MDS item L0200 (Dental) often gets limited attention even though it fuels the Dental Care care area assessment (CAA), one of 20 CAAs that can be triggered in response to MDS coding (i.e., care area triggers or CATs) and then must be analyzed by the interdisciplinary team (IDT) to help develop individualized resident care plans. The following excerpt adapted from chapter 4, “Care Area Assessment Process and Care Planning,” of the Long-Term Care Facility Resident Assessment Instrument 3.0 User’s Manual explains the importance of the Dental Care CAA and shows the CAT logic:
Dental Care CAA
The ability to chew food is important for adequate oral nutrition. Having clean and attractive teeth or dentures can promote a resident’s positive self-image and personal appearance, thereby enhancing social interactions. Medical illnesses and medication-related adverse consequences may increase a resident’s risk for related complications such as impaired nutrition and communication deficits. The dental care CAA addresses a resident’s risk of oral disease, discomfort, and complications.
Dental Care CAT Logic Table
Triggering Conditions (any of the following):
1. Any dental problem indicated by:
L0200A (Broken or Loosely Fitting Full or Partial Denture) = 1 (checkmark) OR
L0200B (No Natural Teeth or Tooth Fragment(s) (Edentulous)) = 1 (checkmark) OR
L0200C (Abnormal Mouth Tissue (Ulcers, Masses, Oral Lesions)) = 1 (checkmark) OR
L0200D (Obvious or Likely Cavity or Broken Natural Teeth) = 1 (checkmark) OR
L0200E (Inflamed or Bleeding Gums or Loose Natural Teeth) = 1 (checkmark) OR
L0200F (Mouth or Facial Pain or Discomfort With Chewing) = 1 (checkmark)

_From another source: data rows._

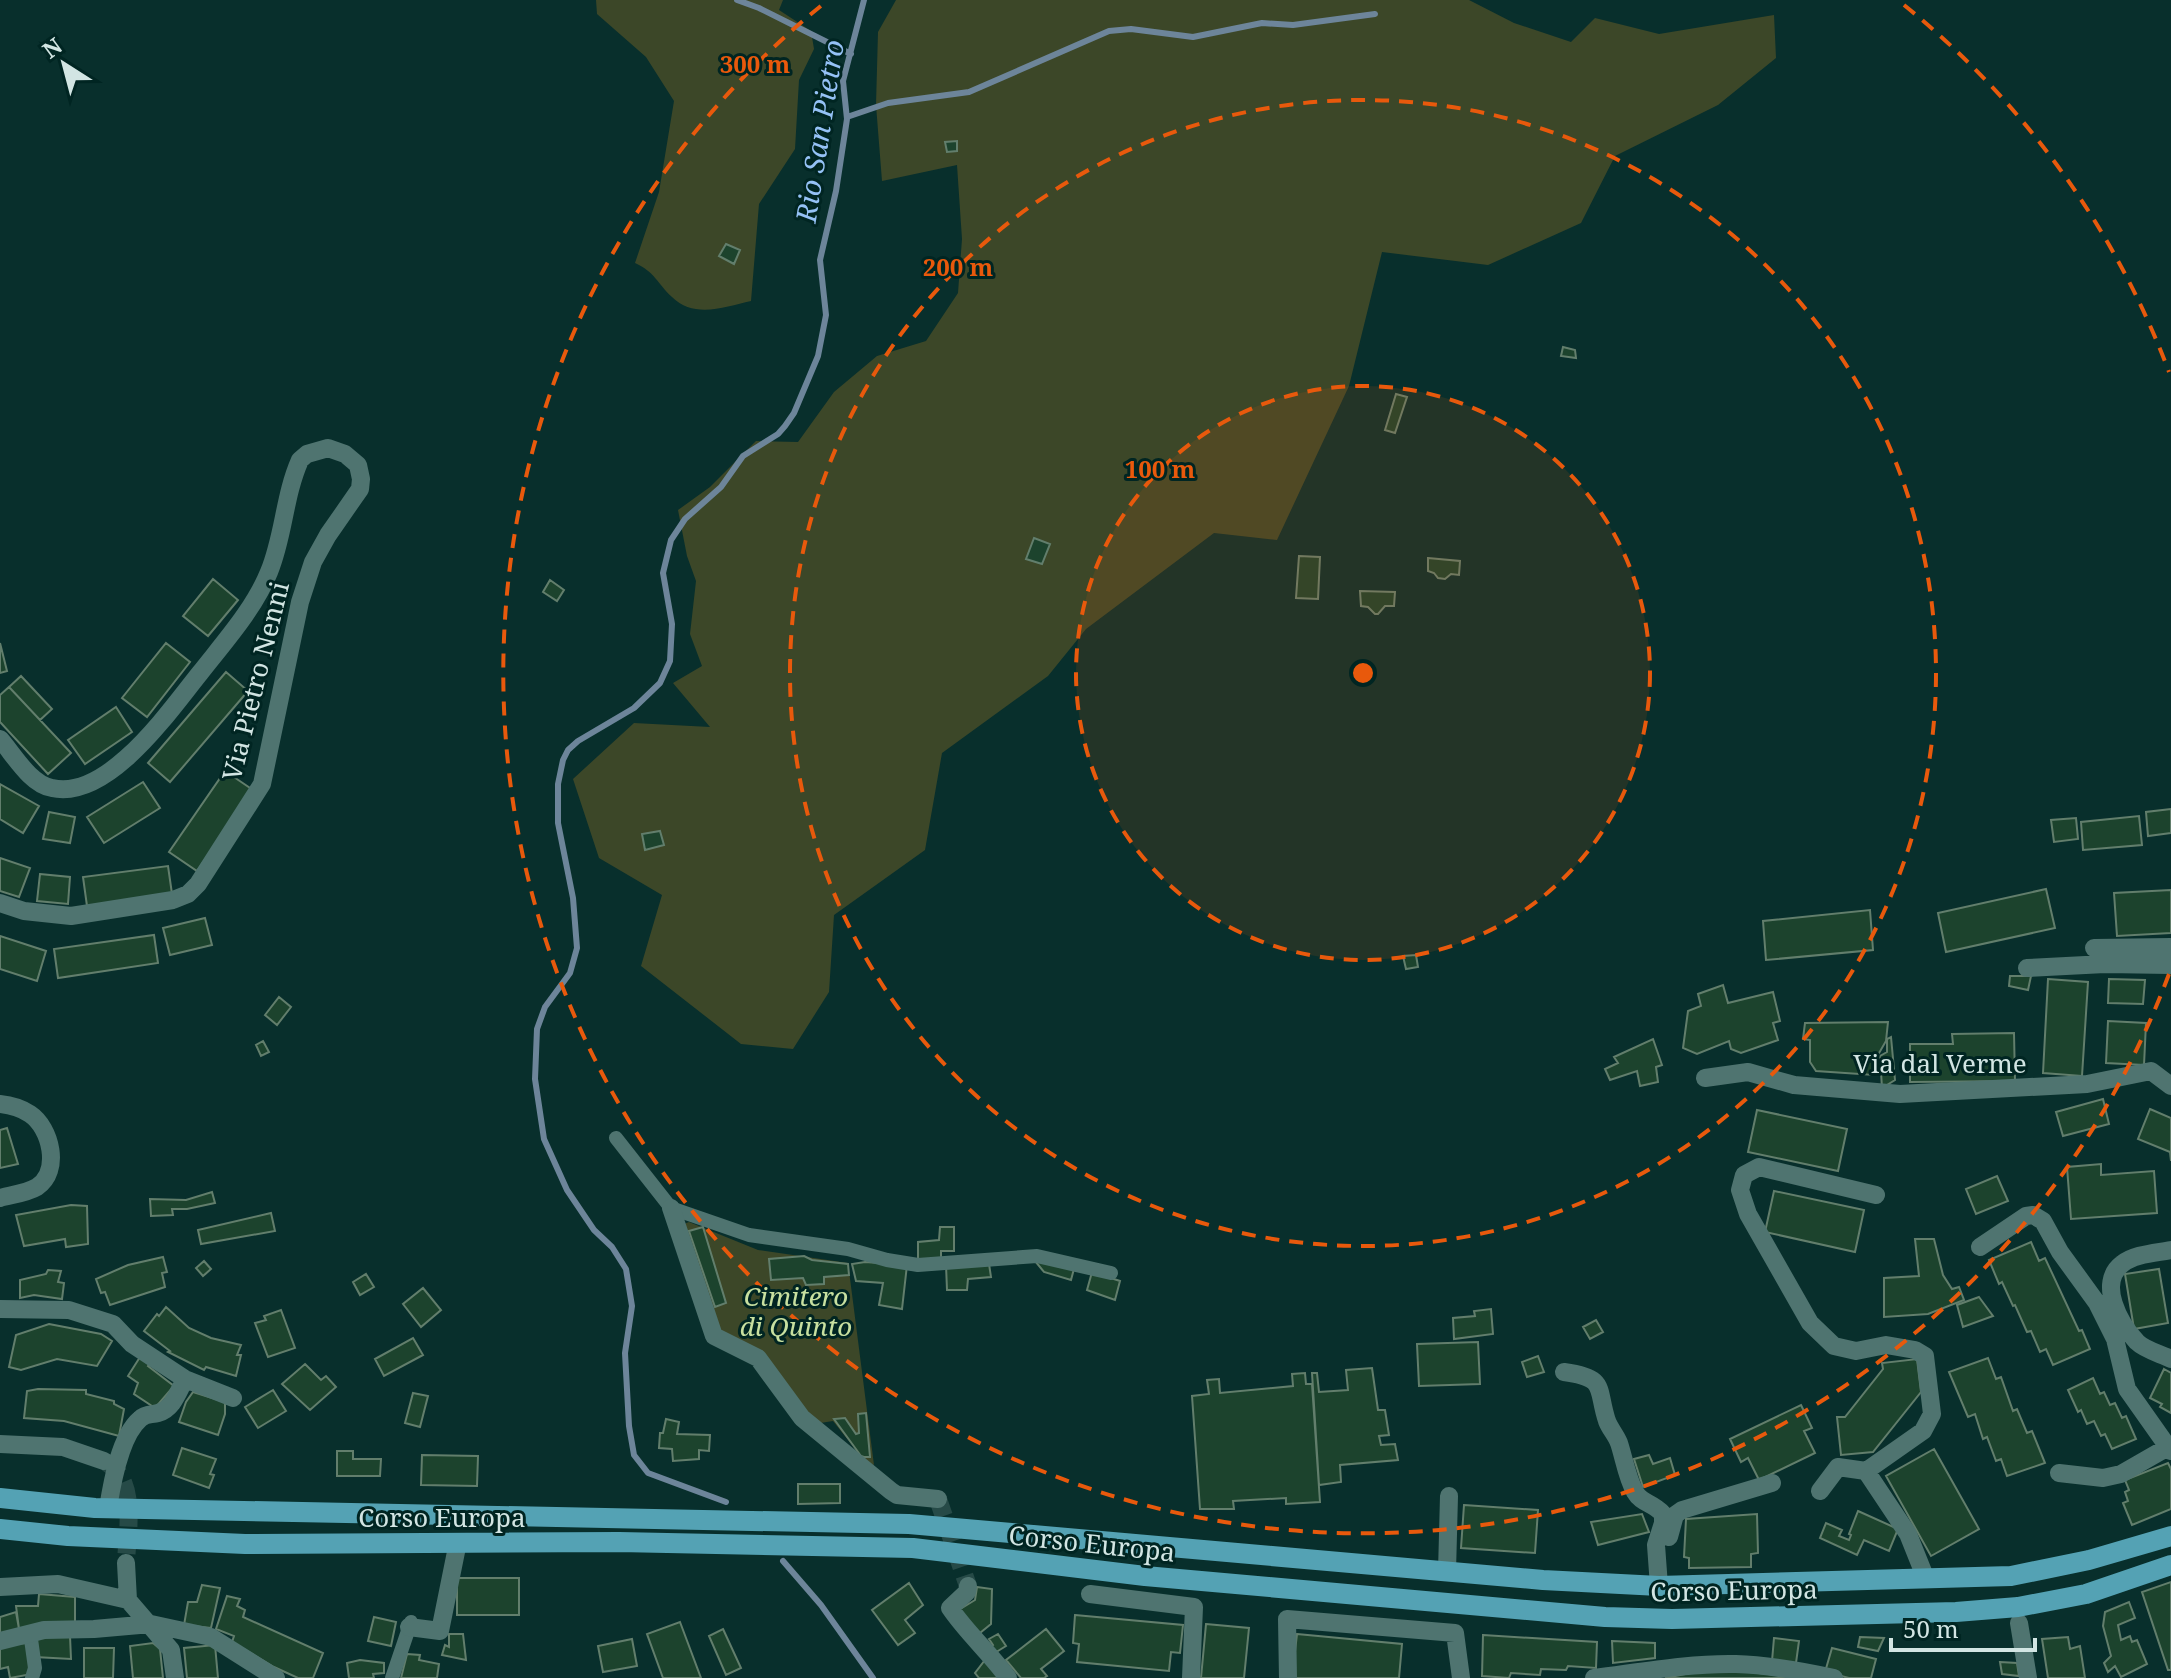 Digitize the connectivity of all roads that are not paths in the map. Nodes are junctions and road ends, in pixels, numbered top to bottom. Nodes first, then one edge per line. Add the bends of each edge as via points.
1 (0, 739) edge
2 (0, 903) edge
3 (2171, 947) edge
4 (2094, 948) dead end
5 (2171, 965) edge
6 (2027, 968) dead end
7 (1705, 1078) dead end
8 (2171, 1086) edge
9 (0, 1104) edge
10 (616, 1138) dead end
11 (1876, 1195) dead end
12 (0, 1198) edge
13 (671, 1208) junction
14 (1980, 1247) dead end
15 (2171, 1250) edge
16 (1111, 1273) dead end
17 (0, 1309) edge
18 (2171, 1359) edge
19 (1564, 1372) dead end
20 (185, 1379) junction
21 (233, 1398) dead end
22 (0, 1444) edge
23 (2169, 1449) edge
24 (104, 1461) tunnel mouth
25 (1866, 1471) junction
26 (2059, 1473) dead end
27 (1772, 1483) dead end
28 (1820, 1491) dead end
29 (1449, 1496) dead end
30 (0, 1498) edge
31 (938, 1499) dead end
32 (108, 1508) junction
33 (0, 1529) edge
34 (2171, 1536) edge
35 (458, 1542) junction
36 (126, 1563) tunnel mouth
37 (2171, 1565) edge
38 (1447, 1572) junction
39 (1659, 1578) junction
40 (1926, 1579) junction
41 (968, 1586) tunnel mouth
42 (0, 1587) edge
43 (1090, 1594) dead end
44 (128, 1600) junction
45 (2019, 1623) dead end
46 (151, 1624) junction
47 (410, 1624) joint
48 (30, 1632) junction
49 (0, 1641) edge
50 (32, 1678) edge
51 (175, 1678) edge
52 (276, 1678) edge
53 (392, 1678) edge
54 (1008, 1678) edge
55 (1191, 1678) edge
56 (1288, 1678) edge
57 (1461, 1678) edge
58 (1594, 1678) edge
59 (1834, 1678) edge
60 (2028, 1678) edge

1 - 2 street, Via Pietro Nenni via 40,784 51,788 77,787 110,771 150,735 261,591 300,460 328,448 352,457 361,472 360,489 328,535 304,589 262,784 193,890 173,900 71,916
3 - 4 street
5 - 6 street
7 - 8 street, Via dal Verme via 1748,1072 1794,1085 1900,1094 2087,1084 2151,1071
9 - 12 street via 32,1115 42,1125 51,1158 41,1185
10 - 13 street
11 - 25 street via 1759,1167 1744,1175 1740,1190 1748,1214 1810,1323 1834,1346 1856,1351 1886,1345 1925,1356 1932,1414 1923,1431
13 - 16 street via 749,1235 918,1265 1037,1256
13 - 31 street via 714,1336 758,1358 802,1418 891,1491
14 - 23 street via 2026,1216 2043,1221 2097,1303 2115,1339 2127,1389
15 - 18 street via 2129,1259 2110,1280 2112,1301 2139,1344
17 - 20 street via 69,1310 113,1324 132,1344
19 - 39 street, Corso Europa via 1586,1375 1601,1388 1608,1423 1634,1491 1663,1514 1656,1545
20 - 21 street
20 - 32 street via 172,1404 146,1414 131,1429
22 - 24 street via 63,1447
23 - 26 street via 2103,1478
25 - 28 street via 1838,1467
25 - 40 street via 1908,1534
27 - 39 street, Corso Europa via 1675,1515
29 - 38 street
30 - 32 main road, Corso Europa
32 - 38 main road, Corso Europa via 909,1524
33 - 35 main road, Corso Europa via 245,1544
34 - 40 main road, Corso Europa via 2050,1570
35 - 37 main road, Corso Europa via 913,1548 1145,1576 1672,1619 2018,1607 2090,1593
35 - 47 street via 440,1631
36 - 44 street
38 - 39 main road, Corso Europa
39 - 40 main road, Corso Europa
41 - 54 street via 950,1608
42 - 44 street via 58,1584
43 - 55 street via 1194,1607
44 - 46 street
45 - 60 street
46 - 48 street
46 - 51 street via 171,1650
46 - 52 street via 211,1637
47 - 53 street
48 - 49 street
48 - 50 street
56 - 57 street via 1287,1619 1455,1633
58 - 59 street via 1734,1664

When this CAA is triggered, nursing home staff should follow their facility’s chosen protocol or policy for performing the CAA. This CAA is triggered when a resident has indicators of an oral/dental issue and/or condition.
The information gleaned from the assessment should be used to identify the oral/dental issues and/or conditions and to identify any related possible causes and/or contributing risk factors. The next step is to develop an individualized care plan based directly on these conclusions. The focus of the care plan should be to address the underlying cause or causes of the resident’s issues and/or conditions.
L0200 also plays a role in the Review of Indicators that many providers choose to use to assess each CAA during care plan development. Note: The box at the end of this article excerpts Appendix C, “CAA Resources,” in the RAI User’s Manual to show how section L fits into the review for five CAAs: Dental Care, Communication, Nutritional Status, Feeding Tubes, and Pain.
Residents with poor dental status who previously have not had consistent oral care or who have portions of their dentition that are broken, cracked, or in poor quality have an increased number of bacteria in their oral cavity, says Renee Kinder, MS, CCC-SLP, RAC-CT, vice president of clinical services at Broad River Rehab in Asheville, NC. “As such, they are at higher risk for infection, particularly aspiration pneumonia (I2000), in addition to being at risk for reduced overall quality of life and health.”
Note: The Dental Care CAA also indicates that residents can have unstable diabetes (I2900) or endocarditis (I8000) related to oral infection, as well as poor nutrition (I5600) and mouth sores related to ill-fitting dentures (L0200C).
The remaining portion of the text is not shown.